PRIME

REVIEWED BY CHARITY BISHOP

 

Our rating: 2 out of 5

Because of: sexual content & dialogue, language

Rated:

 


 

The potential for comedies revolving around therapists is unlimited. The director-writer actually came up with this idea while dating. Knowing his girlfriend was seeing a therapist, he wondered what might happen if she unintentionally was his mother's patient. The result is a touching but morally askew film about how people are there for each other "at certain times of their lives."

 

Forty-seven years old and having just been through an emotionally devastating divorce, Rafi Gardet (Uma Thurman) is attempting a new approach to life. It's been so long since she played the dating game that she is a little shy of the whole thing, and confesses as much to her therapist Lisa Metzger (Meryl Streep). While out with her friends one evening, she runs into David Bloomberg (Bryan Greenberg), a charming younger man also unimpressed with his dating efforts. Working up his nerve to call her a few days later, the two have a date and immediately hit it off.
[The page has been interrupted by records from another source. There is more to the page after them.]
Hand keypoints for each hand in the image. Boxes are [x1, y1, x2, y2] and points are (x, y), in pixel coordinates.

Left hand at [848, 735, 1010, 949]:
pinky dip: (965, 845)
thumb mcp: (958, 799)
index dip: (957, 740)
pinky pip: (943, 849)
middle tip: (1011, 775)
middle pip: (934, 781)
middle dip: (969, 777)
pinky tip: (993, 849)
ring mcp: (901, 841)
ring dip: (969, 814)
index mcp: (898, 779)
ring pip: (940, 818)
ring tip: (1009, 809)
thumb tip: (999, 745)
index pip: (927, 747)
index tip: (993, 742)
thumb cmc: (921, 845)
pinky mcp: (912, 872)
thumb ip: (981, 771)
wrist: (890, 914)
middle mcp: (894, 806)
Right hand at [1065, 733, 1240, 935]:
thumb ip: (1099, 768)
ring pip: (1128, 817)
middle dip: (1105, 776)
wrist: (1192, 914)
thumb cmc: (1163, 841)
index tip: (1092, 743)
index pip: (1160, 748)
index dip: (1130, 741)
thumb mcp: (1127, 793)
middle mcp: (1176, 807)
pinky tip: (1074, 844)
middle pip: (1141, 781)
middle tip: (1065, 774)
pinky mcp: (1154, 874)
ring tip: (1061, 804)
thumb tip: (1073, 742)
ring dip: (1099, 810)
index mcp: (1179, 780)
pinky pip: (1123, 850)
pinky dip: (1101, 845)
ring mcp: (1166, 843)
The only thing making Rafi nervous is the fact that he's so much younger. Barely old enough to drink, he doesn't have a problem with a much older woman, and her therapist doesn't see a problem with it either. It's not meant to go anywhere, it's just a relationship to help ease her into the dating game.

 

That's when the bombshell drops. Lisa discovers that it's her twenty-something son dating her patient, and while attempting to determine what moral obligation she has to Rafi, she also knows that she doesn't want her Jewish son making long-term plans with a woman that is all wrong for him. The result is two hours of ensuing chaos and hilarity at whose core is very real questions about morality and common standards. Rafi is amazed at David's "innocence," just as he is fascinated with her "experience," but the age gap is made profoundly obvious. David is still playing Nintendo at a time when Rafi has been in the working field for fifteen years.

 

Ultimately the film draws a conclusion that not all relationships that don't head toward commitment and marriage are bad. Sometimes two people just need one another, as a kind of "romantic therapy." Obviously, there are many issues to be taken with this point of view, because at the root is selfishness. Neither one hoped it would lead to marriage and a family, but they pursued it because it's what they wanted, and managed to create a lot of stress for everyone else involved in the meantime. Plus, most of the relationship is based on sex. The film explores this, with numerous scenes of them kissing passionately, moving around on top of each other, and moaning. There's a lot of sexual dialogue too risqué to more than allude to, but Rafi thoroughly embarrasses Lisa when describing their sexual encounters. One of Rafi's friends is blatantly gay. There's also a hearty amount of language, the worse being a half dozen abuses of Jesus' name.

 

Lisa is a practicing Jew, and it bothers her very much that Rafi comes from a "Christian" (non-Jewish) background. One of David's one night stands asks him if he believes in Jesus. The one positive aspect in the film is the eventual honesty of everyone involved. Most of them start out disguising the truth but it comes out and forces them to deal with the issues it raises. When David wants to give Rafi a baby, knowing that's what she wants most in life, she unselfishly takes responsibility and declines, knowing how it would forever impact his life. I understood the film and could even connect with it, but at the same time I did not like its message that romance, and sex, should be something non-serious and therapeutic rather than evidence of a serious commitment.